- [WHAT NEEDS TO BE DONE]: Give back every record below in full and exactly, but without a single image.

# # # # #

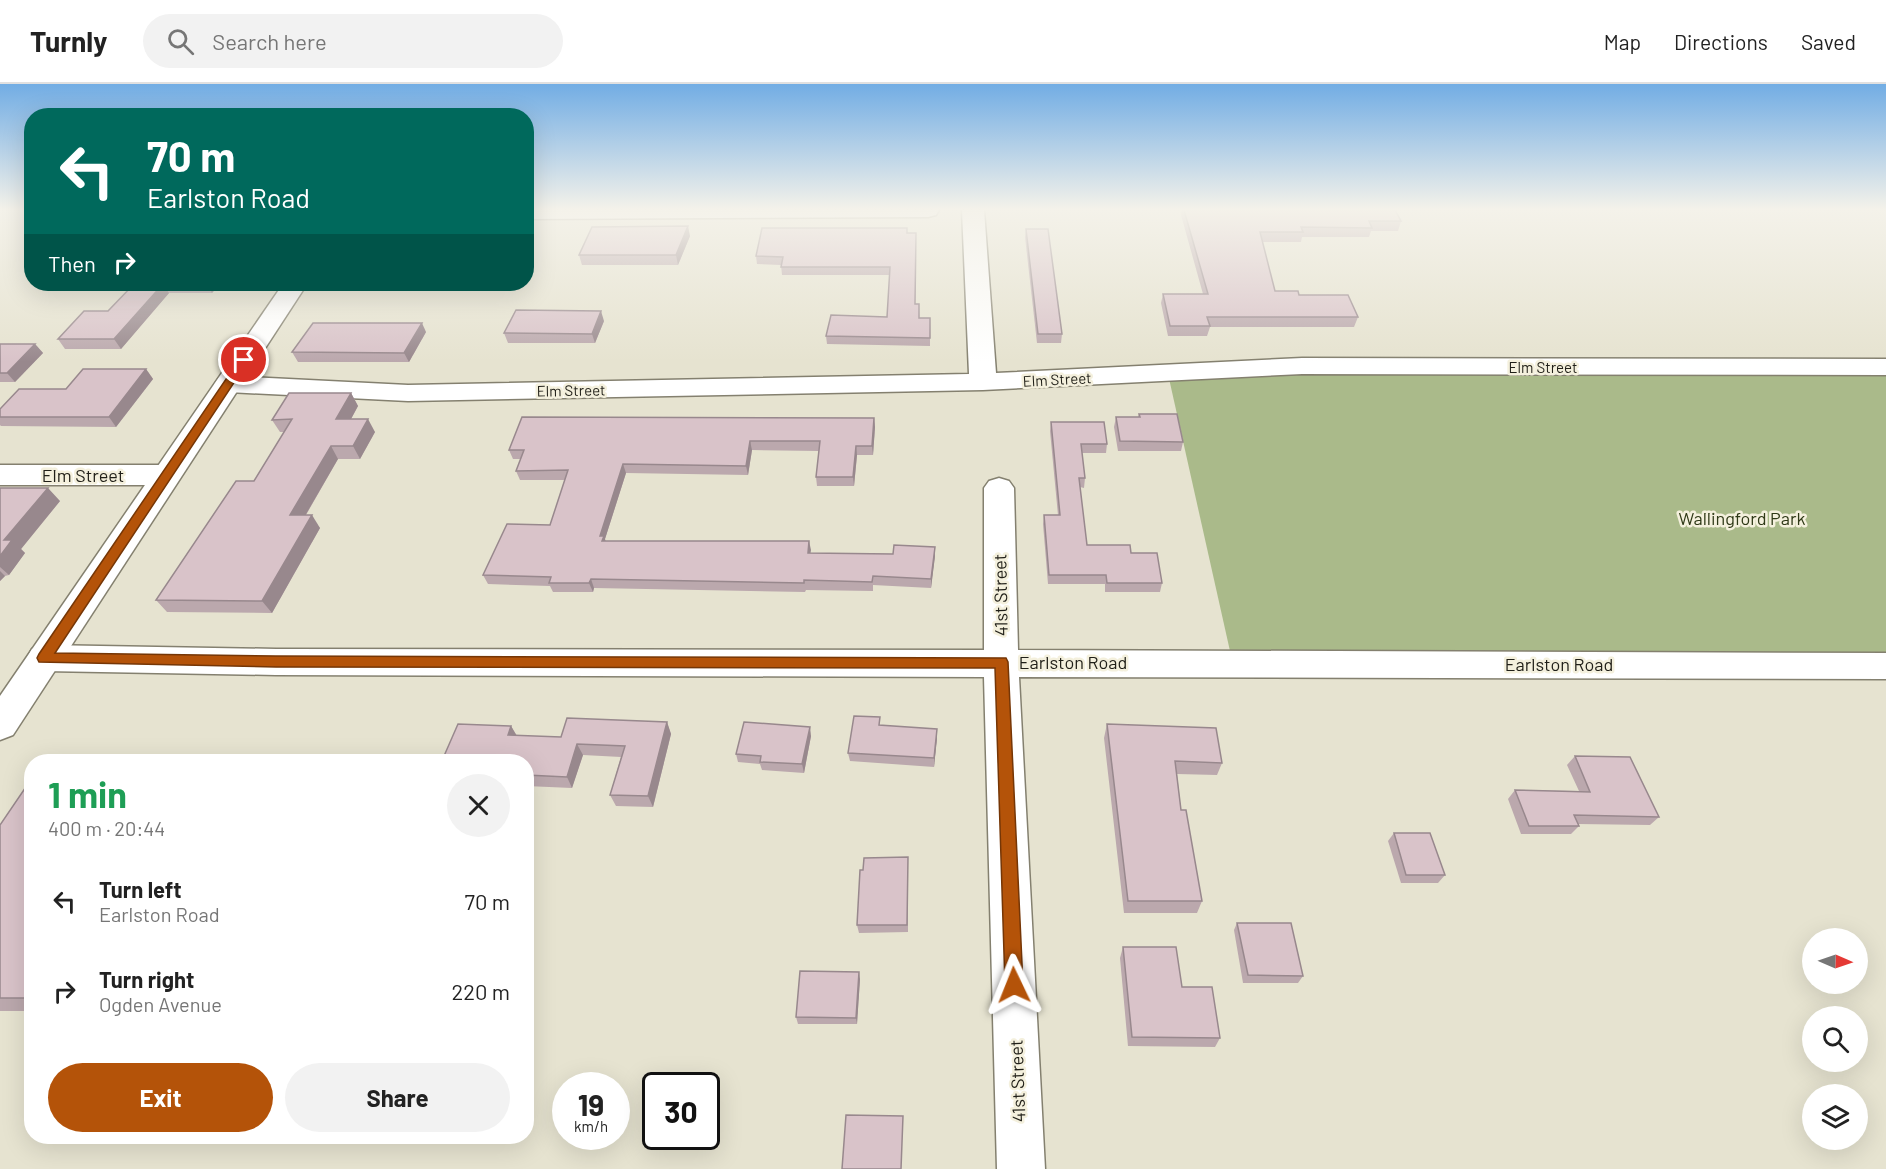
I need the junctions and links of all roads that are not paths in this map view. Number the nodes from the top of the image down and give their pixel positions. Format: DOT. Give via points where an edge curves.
graph roads {
  1 [pos="977,261"];
  2 [pos="290,291"];
  3 [pos="1886,368"];
  4 [pos="983,382"];
  5 [pos="228,384"];
  6 [pos="0,475"];
  7 [pos="166,476"];
  8 [pos="999,489"];
  9 [pos="44,658"];
  10 [pos="1001,662"];
  11 [pos="1886,666"];
  12 [pos="0,725"];
  13 [pos="1021,1169"];
  1 -- 4 [label="street"];
  2 -- 5 [label="street"];
  3 -- 4 [label="street, Elm Street" via="1302,366"];
  4 -- 5 [label="street, Elm Street" via="408,393"];
  5 -- 7 [label="street"];
  6 -- 7 [label="street, Elm Street"];
  7 -- 9 [label="street"];
  8 -- 10 [label="street, 41st Street"];
  9 -- 10 [label="street, Earlston Road" via="276,662"];
  9 -- 12 [label="street"];
  10 -- 11 [label="street, Earlston Road"];
  10 -- 13 [label="street, 41st Street"];
}
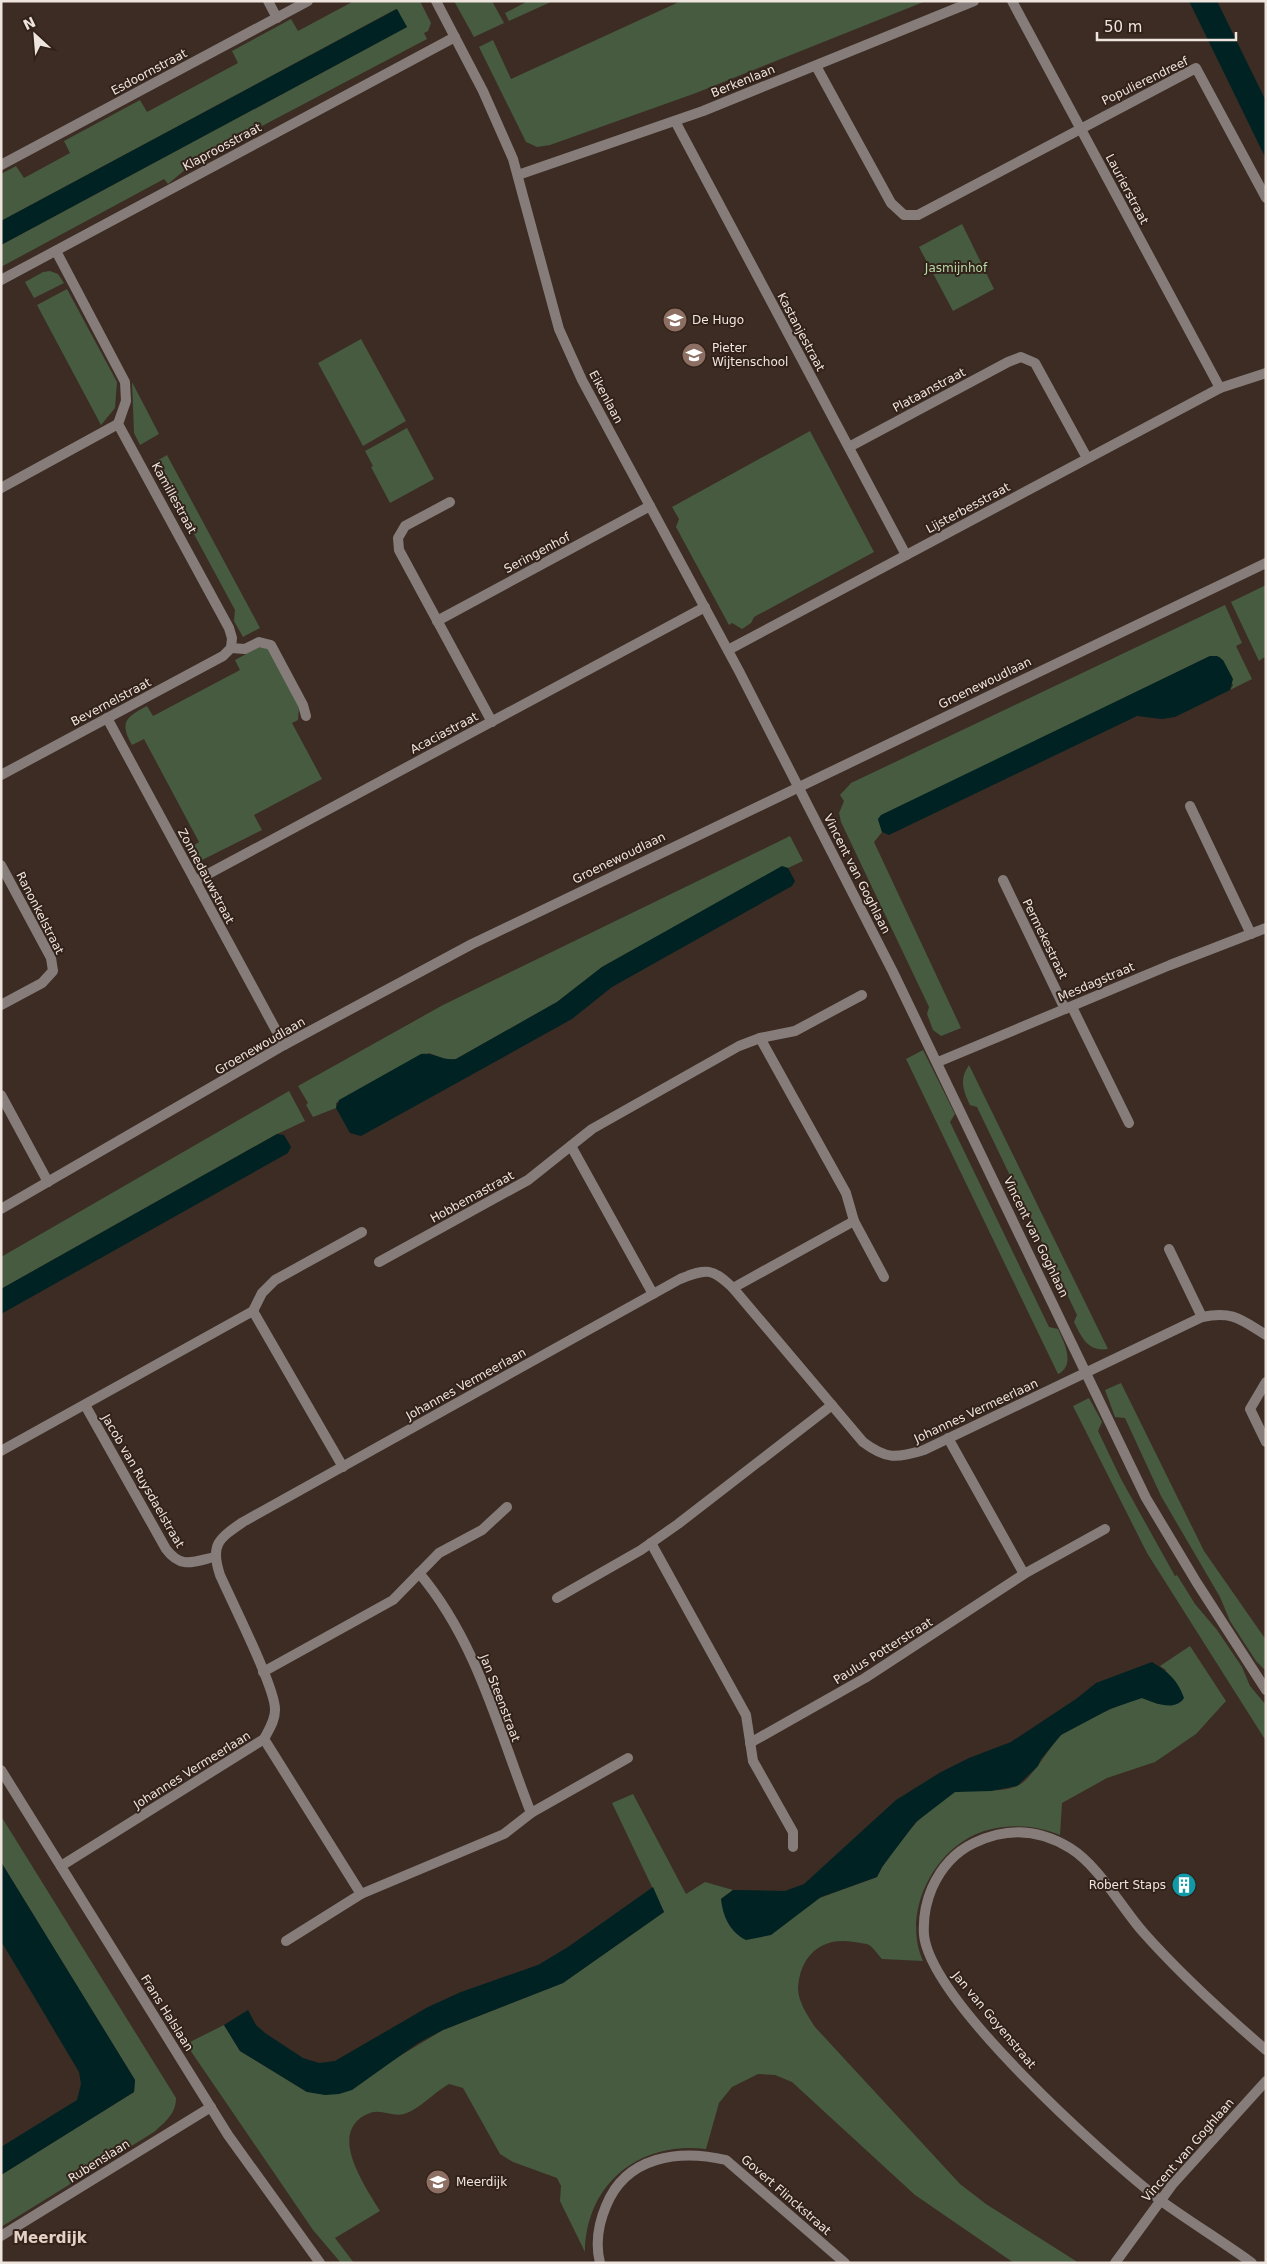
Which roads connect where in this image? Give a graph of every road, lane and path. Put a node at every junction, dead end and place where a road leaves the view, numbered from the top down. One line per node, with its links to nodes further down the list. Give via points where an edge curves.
1 (268, 1): 6 (street)
2 (308, 1): 6 (street, Esdoornstraat)
3 (436, 1): 7 (street, Eikenlaan)
4 (974, 1): 8 (street, Berkenlaan)
5 (1012, 1): 10 (street, Laurierstraat)
6 (278, 18): 11 (street, Esdoornstraat)
7 (455, 37): 12 (street, Eikenlaan, via 483,91); 14 (street, Klaproosstraat)
8 (816, 66): 9 (street, Berkenlaan); 10 (street, via 891,203 904,215 918,215)
9 (675, 121): 12 (street, Berkenlaan); 19 (street, Kastanjestraat)
10 (1080, 128): 13 (street, Populierendreef, via 1196,68); 17 (street, Laurierstraat)
11 (1, 165)
12 (518, 175): 23 (street, Eikenlaan, via 559,329 582,380)
13 (1266, 198)
14 (56, 251): 15 (street, Klaproosstraat); 18 (street, via 125,382 126,401)
15 (1, 280)
16 (1266, 373): 17 (street)
17 (1220, 388): 20 (street, Lijsterbesstraat)
18 (118, 424): 21 (street); 28 (street, Kamillestraat, via 229,628)
19 (849, 448): 20 (street, Plataanstraat, via 1021,357 1035,363); 24 (street, Kastanjestraat)
20 (1087, 458): 24 (street, Lijsterbesstraat)
21 (1, 488)
22 (450, 502): 27 (street, via 405,526 398,538 399,550)
23 (650, 506): 26 (street, Eikenlaan); 27 (street, Seringenhof)
24 (906, 555): 29 (street, Lijsterbesstraat)
25 (1266, 562): 34 (street, Groenewoudlaan)
26 (704, 607): 29 (street, Eikenlaan); 32 (street, Acaciastraat)
27 (437, 621): 32 (street)
28 (231, 648): 30 (street, via 245,649 259,642 271,645); 31 (street, Bevernelstraat, via 222,656)
29 (728, 650): 34 (street, Eikenlaan)
30 (306, 716)
31 (107, 718): 33 (street, Bevernelstraat); 38 (street, Zonnedauwstraat)
32 (492, 722): 38 (street, Acaciastraat)
33 (1, 774)
34 (799, 786): 45 (street, Groenewoudlaan, via 412,975); 46 (street, Vincent van Goghlaan)
35 (1190, 806): 40 (street)
36 (1, 865): 42 (street, Ranonkelstraat, via 51,958 53,971 42,983)
37 (1003, 880): 43 (street, Permekestraat)
38 (195, 881): 45 (street, Zonnedauwstraat)
39 (1266, 928): 40 (street, Mesdagstraat)
40 (1251, 934): 43 (street, Mesdagstraat)
41 (862, 995): 44 (street, Hobbemastraat, via 795,1031)
42 (1, 1004)
43 (1068, 1008): 46 (street, Mesdagstraat); 48 (street, Permekestraat)
44 (760, 1038): 49 (street, Hobbemastraat, via 739,1046 592,1129); 52 (street, via 846,1194)
45 (284, 1046): 50 (street, Groenewoudlaan)
46 (938, 1062): 62 (street, Vincent van Goghlaan)
47 (1, 1096): 50 (street)
48 (1129, 1123)
49 (571, 1146): 55 (street, Hobbemastraat, via 528,1180); 58 (street)
50 (48, 1182): 51 (street, Groenewoudlaan)
51 (1, 1209)
52 (854, 1221): 56 (street); 57 (street)
53 (362, 1232): 59 (street, via 275,1280 262,1293)
54 (1169, 1249): 60 (street)
55 (379, 1262)
56 (884, 1277)
57 (733, 1288): 58 (street, Johannes Vermeerlaan, via 718,1274 702,1270); 65 (street, Johannes Vermeerlaan)
58 (653, 1294): 69 (street, Johannes Vermeerlaan)
59 (253, 1311): 64 (street); 69 (street)
60 (1202, 1317): 61 (street, via 1221,1313 1237,1318); 62 (street)
61 (1266, 1335)
62 (1087, 1373): 66 (street, Johannes Vermeerlaan); 78 (street, Vincent van Goghlaan, via 1146,1498)
63 (1266, 1382): 67 (street, via 1250,1409)
64 (85, 1405): 68 (street); 73 (street, Jacob van Ruysdaelstraat, via 174,1559 187,1563)
65 (832, 1405): 66 (street, Johannes Vermeerlaan, via 863,1442 878,1453 899,1458); 72 (street)
66 (948, 1438): 75 (street)
67 (1266, 1442)
68 (1, 1451)
69 (343, 1467): 73 (street, Johannes Vermeerlaan, via 220,1537)
70 (507, 1508): 74 (street, via 482,1530 440,1553)
71 (1105, 1529): 75 (street, Paulus Potterstraat)
72 (651, 1543): 76 (street); 80 (street, via 746,1715)
73 (214, 1557): 77 (street, Johannes Vermeerlaan)
74 (419, 1573): 77 (street, via 393,1600); 83 (street, Jan Steenstraat, via 434,1590 478,1669)
75 (1024, 1574): 80 (street, Paulus Potterstraat, via 866,1678)
76 (557, 1598)
77 (263, 1672): 79 (street, Johannes Vermeerlaan, via 276,1708 274,1722)
78 (1266, 1690)
79 (264, 1739): 85 (street, Johannes Vermeerlaan); 86 (street)
80 (750, 1743): 84 (street, via 753,1760 793,1832)
81 (628, 1758): 83 (street)
82 (1, 1770): 85 (street, Frans Halslaan)
83 (530, 1813): 86 (street, via 504,1834)
84 (793, 1847)
85 (61, 1866): 90 (street, Frans Halslaan)
86 (361, 1894): 87 (street)
87 (286, 1941)
88 (1266, 2050): 91 (street, Jan van Goyenstraat, via 1183,1975 1142,1931 1089,1865 1074,1850 1056,1840 1026,1831 989,1836 962,1849 939,1874 927,1901 924,1936 945,1984 999,2049 1048,2100)
89 (1266, 2081): 91 (street, Vincent van Goghlaan)
90 (211, 2107): 92 (street, Rubenslaan); 93 (street, Frans Halslaan, via 262,2185)
91 (1161, 2200): 96 (street, Vincent van Goghlaan); 97 (street, Jan van Goyenstraat)
92 (1, 2236)
93 (320, 2263)
94 (600, 2263): 95 (street, Govert Flinckstraat, via 597,2250 599,2224 610,2197 624,2177 648,2161 674,2155 696,2155 726,2160)
95 (844, 2263)
96 (1116, 2263)
97 (1252, 2263)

# # # # #

- [RESULT OF THE EXERCISE]:
I need the junctions and links of all roads that are not paths in this map view. Number the nodes from the top of the image down and give their pixel positions. Format: DOT. Give via points where an edge curves.
graph roads {
  1 [pos="977,261"];
  2 [pos="290,291"];
  3 [pos="1886,368"];
  4 [pos="983,382"];
  5 [pos="228,384"];
  6 [pos="0,475"];
  7 [pos="166,476"];
  8 [pos="999,489"];
  9 [pos="44,658"];
  10 [pos="1001,662"];
  11 [pos="1886,666"];
  12 [pos="0,725"];
  13 [pos="1021,1169"];
  1 -- 4 [label="street"];
  2 -- 5 [label="street"];
  3 -- 4 [label="street, Elm Street" via="1302,366"];
  4 -- 5 [label="street, Elm Street" via="408,393"];
  5 -- 7 [label="street"];
  6 -- 7 [label="street, Elm Street"];
  7 -- 9 [label="street"];
  8 -- 10 [label="street, 41st Street"];
  9 -- 10 [label="street, Earlston Road" via="276,662"];
  9 -- 12 [label="street"];
  10 -- 11 [label="street, Earlston Road"];
  10 -- 13 [label="street, 41st Street"];
}
Which roads connect where in this image? Give a graph of every road, lane and path. Put a node at every junction, dead end and place where a road leaves the view, numbered from the top down. One line per node, with its links to nodes further down the list. Give via points where an edge curves.
1 (268, 1): 6 (street)
2 (308, 1): 6 (street, Esdoornstraat)
3 (436, 1): 7 (street, Eikenlaan)
4 (974, 1): 8 (street, Berkenlaan)
5 (1012, 1): 10 (street, Laurierstraat)
6 (278, 18): 11 (street, Esdoornstraat)
7 (455, 37): 12 (street, Eikenlaan, via 483,91); 14 (street, Klaproosstraat)
8 (816, 66): 9 (street, Berkenlaan); 10 (street, via 891,203 904,215 918,215)
9 (675, 121): 12 (street, Berkenlaan); 19 (street, Kastanjestraat)
10 (1080, 128): 13 (street, Populierendreef, via 1196,68); 17 (street, Laurierstraat)
11 (1, 165)
12 (518, 175): 23 (street, Eikenlaan, via 559,329 582,380)
13 (1266, 198)
14 (56, 251): 15 (street, Klaproosstraat); 18 (street, via 125,382 126,401)
15 (1, 280)
16 (1266, 373): 17 (street)
17 (1220, 388): 20 (street, Lijsterbesstraat)
18 (118, 424): 21 (street); 28 (street, Kamillestraat, via 229,628)
19 (849, 448): 20 (street, Plataanstraat, via 1021,357 1035,363); 24 (street, Kastanjestraat)
20 (1087, 458): 24 (street, Lijsterbesstraat)
21 (1, 488)
22 (450, 502): 27 (street, via 405,526 398,538 399,550)
23 (650, 506): 26 (street, Eikenlaan); 27 (street, Seringenhof)
24 (906, 555): 29 (street, Lijsterbesstraat)
25 (1266, 562): 34 (street, Groenewoudlaan)
26 (704, 607): 29 (street, Eikenlaan); 32 (street, Acaciastraat)
27 (437, 621): 32 (street)
28 (231, 648): 30 (street, via 245,649 259,642 271,645); 31 (street, Bevernelstraat, via 222,656)
29 (728, 650): 34 (street, Eikenlaan)
30 (306, 716)
31 (107, 718): 33 (street, Bevernelstraat); 38 (street, Zonnedauwstraat)
32 (492, 722): 38 (street, Acaciastraat)
33 (1, 774)
34 (799, 786): 45 (street, Groenewoudlaan, via 412,975); 46 (street, Vincent van Goghlaan)
35 (1190, 806): 40 (street)
36 (1, 865): 42 (street, Ranonkelstraat, via 51,958 53,971 42,983)
37 (1003, 880): 43 (street, Permekestraat)
38 (195, 881): 45 (street, Zonnedauwstraat)
39 (1266, 928): 40 (street, Mesdagstraat)
40 (1251, 934): 43 (street, Mesdagstraat)
41 (862, 995): 44 (street, Hobbemastraat, via 795,1031)
42 (1, 1004)
43 (1068, 1008): 46 (street, Mesdagstraat); 48 (street, Permekestraat)
44 (760, 1038): 49 (street, Hobbemastraat, via 739,1046 592,1129); 52 (street, via 846,1194)
45 (284, 1046): 50 (street, Groenewoudlaan)
46 (938, 1062): 62 (street, Vincent van Goghlaan)
47 (1, 1096): 50 (street)
48 (1129, 1123)
49 (571, 1146): 55 (street, Hobbemastraat, via 528,1180); 58 (street)
50 (48, 1182): 51 (street, Groenewoudlaan)
51 (1, 1209)
52 (854, 1221): 56 (street); 57 (street)
53 (362, 1232): 59 (street, via 275,1280 262,1293)
54 (1169, 1249): 60 (street)
55 (379, 1262)
56 (884, 1277)
57 (733, 1288): 58 (street, Johannes Vermeerlaan, via 718,1274 702,1270); 65 (street, Johannes Vermeerlaan)
58 (653, 1294): 69 (street, Johannes Vermeerlaan)
59 (253, 1311): 64 (street); 69 (street)
60 (1202, 1317): 61 (street, via 1221,1313 1237,1318); 62 (street)
61 (1266, 1335)
62 (1087, 1373): 66 (street, Johannes Vermeerlaan); 78 (street, Vincent van Goghlaan, via 1146,1498)
63 (1266, 1382): 67 (street, via 1250,1409)
64 (85, 1405): 68 (street); 73 (street, Jacob van Ruysdaelstraat, via 174,1559 187,1563)
65 (832, 1405): 66 (street, Johannes Vermeerlaan, via 863,1442 878,1453 899,1458); 72 (street)
66 (948, 1438): 75 (street)
67 (1266, 1442)
68 (1, 1451)
69 (343, 1467): 73 (street, Johannes Vermeerlaan, via 220,1537)
70 (507, 1508): 74 (street, via 482,1530 440,1553)
71 (1105, 1529): 75 (street, Paulus Potterstraat)
72 (651, 1543): 76 (street); 80 (street, via 746,1715)
73 (214, 1557): 77 (street, Johannes Vermeerlaan)
74 (419, 1573): 77 (street, via 393,1600); 83 (street, Jan Steenstraat, via 434,1590 478,1669)
75 (1024, 1574): 80 (street, Paulus Potterstraat, via 866,1678)
76 (557, 1598)
77 (263, 1672): 79 (street, Johannes Vermeerlaan, via 276,1708 274,1722)
78 (1266, 1690)
79 (264, 1739): 85 (street, Johannes Vermeerlaan); 86 (street)
80 (750, 1743): 84 (street, via 753,1760 793,1832)
81 (628, 1758): 83 (street)
82 (1, 1770): 85 (street, Frans Halslaan)
83 (530, 1813): 86 (street, via 504,1834)
84 (793, 1847)
85 (61, 1866): 90 (street, Frans Halslaan)
86 (361, 1894): 87 (street)
87 (286, 1941)
88 (1266, 2050): 91 (street, Jan van Goyenstraat, via 1183,1975 1142,1931 1089,1865 1074,1850 1056,1840 1026,1831 989,1836 962,1849 939,1874 927,1901 924,1936 945,1984 999,2049 1048,2100)
89 (1266, 2081): 91 (street, Vincent van Goghlaan)
90 (211, 2107): 92 (street, Rubenslaan); 93 (street, Frans Halslaan, via 262,2185)
91 (1161, 2200): 96 (street, Vincent van Goghlaan); 97 (street, Jan van Goyenstraat)
92 (1, 2236)
93 (320, 2263)
94 (600, 2263): 95 (street, Govert Flinckstraat, via 597,2250 599,2224 610,2197 624,2177 648,2161 674,2155 696,2155 726,2160)
95 (844, 2263)
96 (1116, 2263)
97 (1252, 2263)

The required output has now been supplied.